Grade III tears are characterized by incongruence or step-off of carpal alignment when viewed from both the radiocarpal and midcarpal joints. A small arthroscopic probe (1 mm) may be passed through a gap between the carpal bones demonstrating a complete tear of the intracarpal ligament. Grade IV lesions represent gross instability of carpal bones with incongruence and the ability to pass a 2.7-mm arthroscope through the gap between the carpal bones—a “drive-through lesion” (Figs. 20-14 to 20-16).

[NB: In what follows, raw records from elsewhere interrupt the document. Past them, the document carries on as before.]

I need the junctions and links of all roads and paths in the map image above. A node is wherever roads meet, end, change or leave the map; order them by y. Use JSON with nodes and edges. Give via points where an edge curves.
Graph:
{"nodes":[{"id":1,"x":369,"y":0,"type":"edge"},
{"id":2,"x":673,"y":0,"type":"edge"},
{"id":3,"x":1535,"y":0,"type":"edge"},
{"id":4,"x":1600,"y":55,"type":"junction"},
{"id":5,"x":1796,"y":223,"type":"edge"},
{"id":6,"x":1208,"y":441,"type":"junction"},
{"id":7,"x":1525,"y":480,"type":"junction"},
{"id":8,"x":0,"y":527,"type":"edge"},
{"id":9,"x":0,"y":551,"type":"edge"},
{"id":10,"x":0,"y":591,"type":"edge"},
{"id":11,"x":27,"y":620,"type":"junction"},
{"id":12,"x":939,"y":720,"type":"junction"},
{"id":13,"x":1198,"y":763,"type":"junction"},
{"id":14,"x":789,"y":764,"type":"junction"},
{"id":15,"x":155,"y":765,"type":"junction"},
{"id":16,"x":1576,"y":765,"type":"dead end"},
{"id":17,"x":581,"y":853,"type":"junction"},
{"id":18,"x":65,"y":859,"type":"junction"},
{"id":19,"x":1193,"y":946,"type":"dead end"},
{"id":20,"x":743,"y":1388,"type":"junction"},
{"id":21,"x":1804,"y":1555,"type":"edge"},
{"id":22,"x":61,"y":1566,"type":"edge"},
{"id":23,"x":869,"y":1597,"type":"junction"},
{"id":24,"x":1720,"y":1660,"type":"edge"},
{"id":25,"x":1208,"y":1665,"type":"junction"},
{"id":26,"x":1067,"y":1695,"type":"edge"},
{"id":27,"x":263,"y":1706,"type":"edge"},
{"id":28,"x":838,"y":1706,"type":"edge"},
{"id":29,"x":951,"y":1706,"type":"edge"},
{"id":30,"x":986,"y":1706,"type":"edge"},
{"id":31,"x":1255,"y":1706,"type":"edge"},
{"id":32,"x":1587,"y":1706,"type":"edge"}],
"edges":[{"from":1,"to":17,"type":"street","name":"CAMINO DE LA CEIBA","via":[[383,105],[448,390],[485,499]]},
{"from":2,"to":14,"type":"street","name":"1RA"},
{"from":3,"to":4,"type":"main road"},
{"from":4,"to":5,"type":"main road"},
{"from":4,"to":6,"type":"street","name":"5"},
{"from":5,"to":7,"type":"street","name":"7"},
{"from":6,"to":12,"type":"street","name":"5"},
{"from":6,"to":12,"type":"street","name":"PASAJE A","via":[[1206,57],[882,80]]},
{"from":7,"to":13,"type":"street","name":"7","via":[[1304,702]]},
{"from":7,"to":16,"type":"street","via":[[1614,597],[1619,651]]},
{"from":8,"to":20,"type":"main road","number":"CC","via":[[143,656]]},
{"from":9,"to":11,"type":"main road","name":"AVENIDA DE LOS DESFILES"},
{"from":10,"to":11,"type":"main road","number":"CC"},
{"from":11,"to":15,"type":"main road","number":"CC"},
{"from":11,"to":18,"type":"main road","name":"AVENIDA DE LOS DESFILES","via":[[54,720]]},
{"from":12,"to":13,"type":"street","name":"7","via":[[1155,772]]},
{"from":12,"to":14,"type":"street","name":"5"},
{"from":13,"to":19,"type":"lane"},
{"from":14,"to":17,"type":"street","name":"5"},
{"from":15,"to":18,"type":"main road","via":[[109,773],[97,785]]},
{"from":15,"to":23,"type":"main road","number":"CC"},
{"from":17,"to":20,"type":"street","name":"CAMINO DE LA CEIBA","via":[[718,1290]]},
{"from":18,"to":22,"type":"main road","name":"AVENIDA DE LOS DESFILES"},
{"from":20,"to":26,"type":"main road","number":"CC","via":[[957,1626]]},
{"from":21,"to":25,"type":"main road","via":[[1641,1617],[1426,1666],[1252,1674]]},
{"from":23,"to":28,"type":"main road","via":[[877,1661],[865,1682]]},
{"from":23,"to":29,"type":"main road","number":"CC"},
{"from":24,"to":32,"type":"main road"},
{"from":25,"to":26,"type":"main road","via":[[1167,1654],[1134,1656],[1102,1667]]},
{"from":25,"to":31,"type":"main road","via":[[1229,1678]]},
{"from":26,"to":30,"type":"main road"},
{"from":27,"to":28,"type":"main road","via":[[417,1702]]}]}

In studies that grade scapholunate injuries associated with distal radius fractures, grade II tears are the most commonly reported subtype of scapholunate lesion (roughly 50%). Overall, scapholunate tears are associated with radial styloid and lunate impaction fractures, dorsal displacement of the radius greater than 20 degrees, and static dorsal intercalated segment instability (DISI) on prereduction films. When carpal incongruence is apparent through both radiocarpal and midcarpal portals, and a probe can be passed from the radiocarpal to the midcarpal joint through the scapholunate ligament (grade III tears and greater), ARIF may be indicated. This is best performed by scapholunate ligament débridement and transfixion with K-wires (Fig. 20-17). Grade III and IV tears requiring pinning are reported to occur in 25% to 37% of patients (Figs. 20-18 and 20-19).19,23 In some cases, direct arthroscopic repair is not possible and treatment options could include open repair, open repair combined with capsulodesis, or stabilization with tendon transfer.31

Lunotriquetral Injuries

Lunotriquetral ligament injuries are reported in 12% to 15% of patients undergoing arthroscopy in the management of distal radius fractures. These injuries may be associated with a basi-ulnar styloid fracture or volar intercalated segment instability (VISI) pattern on the prereduction radiograph. Geissler and colleagues reported lunotriquetral tears in a series of 9 of 60 patients (15%).23 Seven of these 9 patients (77%) had grade III complete tears. The other 2 patients had partial tears of the lunotriquetral ligament. In our series, only 5% of patients with identified lunotriquetral tears were considered unstable enough to require pinning with K-wires (Fig. 20-20), but other series report lunotriquetral transfixation in up to 75% of patients with identified lunotriquetral tears in the setting of distal radius fractures.19,26

Concurrent Injuries

Roughly 20% of patients may have combined soft tissue injuries in association with arthroscopically evaluated distal radius fractures. Combined injuries most commonly involve TFCC and scapholunate injuries, followed by TFCC and lunotriquetral injuries, and scapholunate and lunotriquetral injuries.19,26 Slade and coworkers have reported combined fractures of the scaphoid and distal radius treated by percutaneous and arthroscopic techniques.32 They recommend percutaneous reduction of the scaphoid fracture and provisional stabilization with a guidewire placed along its central axis, percutaneous/arthroscopic reduction and rigid fixation of the distal radius fracture to permit early motion, and, lastly, fixation of the scaphoid fracture with implantation of a cannulated headless compression screw. Fractures of the ulnar styloid are frequently associated with distal radius fractures as well. Arthroscopy helps to provide a treatment rationale in approaching management of the ulnar styloid fracture. Loss of the trampoline effect by a probe of the TFCC indicates laxity of the articular disc and may be indicative of DRUJ instability. If there is no demonstrable laxity of the TFCC and a stable DRUJ, the ulnar styloid fracture likely does not need to be stabilized. If, on the other hand, there is laxity of the articular disc and/or DRUJ instability, the ulnar styloid fracture should be fixed with pins or screws.